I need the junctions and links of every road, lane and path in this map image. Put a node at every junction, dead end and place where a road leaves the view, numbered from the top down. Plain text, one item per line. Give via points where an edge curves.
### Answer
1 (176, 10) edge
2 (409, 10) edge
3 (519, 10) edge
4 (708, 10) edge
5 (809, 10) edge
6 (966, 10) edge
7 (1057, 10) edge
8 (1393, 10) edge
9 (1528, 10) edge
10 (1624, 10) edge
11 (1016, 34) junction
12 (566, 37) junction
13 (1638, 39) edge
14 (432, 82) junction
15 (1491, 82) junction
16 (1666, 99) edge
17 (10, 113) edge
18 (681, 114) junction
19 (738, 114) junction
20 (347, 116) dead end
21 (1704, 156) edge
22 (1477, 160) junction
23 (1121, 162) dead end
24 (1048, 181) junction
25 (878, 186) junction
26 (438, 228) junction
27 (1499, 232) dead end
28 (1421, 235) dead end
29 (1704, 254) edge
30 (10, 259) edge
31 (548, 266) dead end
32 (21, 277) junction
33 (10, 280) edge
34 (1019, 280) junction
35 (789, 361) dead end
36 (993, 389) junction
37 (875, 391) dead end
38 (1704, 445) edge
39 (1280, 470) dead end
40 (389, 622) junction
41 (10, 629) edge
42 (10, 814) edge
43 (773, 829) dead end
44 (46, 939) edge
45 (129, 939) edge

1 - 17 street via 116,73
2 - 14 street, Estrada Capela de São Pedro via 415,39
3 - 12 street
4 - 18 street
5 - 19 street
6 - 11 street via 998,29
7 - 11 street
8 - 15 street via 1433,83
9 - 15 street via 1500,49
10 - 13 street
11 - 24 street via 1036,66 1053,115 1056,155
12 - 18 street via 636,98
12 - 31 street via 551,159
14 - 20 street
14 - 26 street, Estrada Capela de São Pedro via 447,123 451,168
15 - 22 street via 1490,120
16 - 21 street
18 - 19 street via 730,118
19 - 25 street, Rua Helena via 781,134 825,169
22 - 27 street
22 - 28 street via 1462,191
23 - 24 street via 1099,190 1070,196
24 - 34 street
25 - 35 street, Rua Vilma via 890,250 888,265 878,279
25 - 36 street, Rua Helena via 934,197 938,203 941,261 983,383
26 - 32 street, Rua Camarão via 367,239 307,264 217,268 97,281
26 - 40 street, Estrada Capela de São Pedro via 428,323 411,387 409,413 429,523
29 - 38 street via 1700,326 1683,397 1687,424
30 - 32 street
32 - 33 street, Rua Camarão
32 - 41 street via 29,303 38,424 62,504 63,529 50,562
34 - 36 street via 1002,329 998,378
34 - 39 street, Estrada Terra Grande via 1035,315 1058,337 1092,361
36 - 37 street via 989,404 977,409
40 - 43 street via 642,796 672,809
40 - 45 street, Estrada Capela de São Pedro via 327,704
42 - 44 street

══════════════════════════════

EXERCISE AIM |
Show, from the listing above, each line that contains the word "Camarão".

EXERCISE OUTPUT |
26 - 32 street, Rua Camarão via 367,239 307,264 217,268 97,281
32 - 33 street, Rua Camarão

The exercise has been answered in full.